— Required action —
Set down the full data below exactly as given, please.

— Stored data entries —
BEGIN

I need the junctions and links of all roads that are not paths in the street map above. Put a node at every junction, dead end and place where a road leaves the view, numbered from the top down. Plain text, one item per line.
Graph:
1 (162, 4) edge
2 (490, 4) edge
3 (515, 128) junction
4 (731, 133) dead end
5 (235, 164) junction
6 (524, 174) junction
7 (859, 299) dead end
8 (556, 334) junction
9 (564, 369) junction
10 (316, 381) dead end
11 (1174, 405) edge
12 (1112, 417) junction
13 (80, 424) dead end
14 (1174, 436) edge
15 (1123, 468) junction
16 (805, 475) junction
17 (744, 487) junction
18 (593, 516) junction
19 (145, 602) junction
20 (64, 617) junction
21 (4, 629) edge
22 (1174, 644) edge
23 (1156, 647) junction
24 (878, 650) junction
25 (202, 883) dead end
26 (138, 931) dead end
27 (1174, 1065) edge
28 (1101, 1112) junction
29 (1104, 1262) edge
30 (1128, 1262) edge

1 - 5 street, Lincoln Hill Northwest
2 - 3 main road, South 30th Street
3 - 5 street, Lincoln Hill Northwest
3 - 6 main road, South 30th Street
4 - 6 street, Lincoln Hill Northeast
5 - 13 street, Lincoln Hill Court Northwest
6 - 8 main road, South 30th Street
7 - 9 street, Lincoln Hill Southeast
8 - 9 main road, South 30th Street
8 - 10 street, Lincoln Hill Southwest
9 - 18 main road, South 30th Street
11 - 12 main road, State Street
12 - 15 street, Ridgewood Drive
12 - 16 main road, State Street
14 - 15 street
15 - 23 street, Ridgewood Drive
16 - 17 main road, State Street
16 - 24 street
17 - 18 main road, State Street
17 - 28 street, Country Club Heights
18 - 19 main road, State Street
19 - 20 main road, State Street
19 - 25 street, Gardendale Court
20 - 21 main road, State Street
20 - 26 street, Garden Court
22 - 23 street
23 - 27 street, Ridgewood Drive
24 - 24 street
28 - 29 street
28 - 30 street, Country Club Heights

END

— Output for this exercise —
I need the junctions and links of all roads that are not paths in the street map above. Put a node at every junction, dead end and place where a road leaves the view, numbered from the top down. Plain text, one item per line.
Graph:
1 (162, 4) edge
2 (490, 4) edge
3 (515, 128) junction
4 (731, 133) dead end
5 (235, 164) junction
6 (524, 174) junction
7 (859, 299) dead end
8 (556, 334) junction
9 (564, 369) junction
10 (316, 381) dead end
11 (1174, 405) edge
12 (1112, 417) junction
13 (80, 424) dead end
14 (1174, 436) edge
15 (1123, 468) junction
16 (805, 475) junction
17 (744, 487) junction
18 (593, 516) junction
19 (145, 602) junction
20 (64, 617) junction
21 (4, 629) edge
22 (1174, 644) edge
23 (1156, 647) junction
24 (878, 650) junction
25 (202, 883) dead end
26 (138, 931) dead end
27 (1174, 1065) edge
28 (1101, 1112) junction
29 (1104, 1262) edge
30 (1128, 1262) edge

1 - 5 street, Lincoln Hill Northwest
2 - 3 main road, South 30th Street
3 - 5 street, Lincoln Hill Northwest
3 - 6 main road, South 30th Street
4 - 6 street, Lincoln Hill Northeast
5 - 13 street, Lincoln Hill Court Northwest
6 - 8 main road, South 30th Street
7 - 9 street, Lincoln Hill Southeast
8 - 9 main road, South 30th Street
8 - 10 street, Lincoln Hill Southwest
9 - 18 main road, South 30th Street
11 - 12 main road, State Street
12 - 15 street, Ridgewood Drive
12 - 16 main road, State Street
14 - 15 street
15 - 23 street, Ridgewood Drive
16 - 17 main road, State Street
16 - 24 street
17 - 18 main road, State Street
17 - 28 street, Country Club Heights
18 - 19 main road, State Street
19 - 20 main road, State Street
19 - 25 street, Gardendale Court
20 - 21 main road, State Street
20 - 26 street, Garden Court
22 - 23 street
23 - 27 street, Ridgewood Drive
24 - 24 street
28 - 29 street
28 - 30 street, Country Club Heights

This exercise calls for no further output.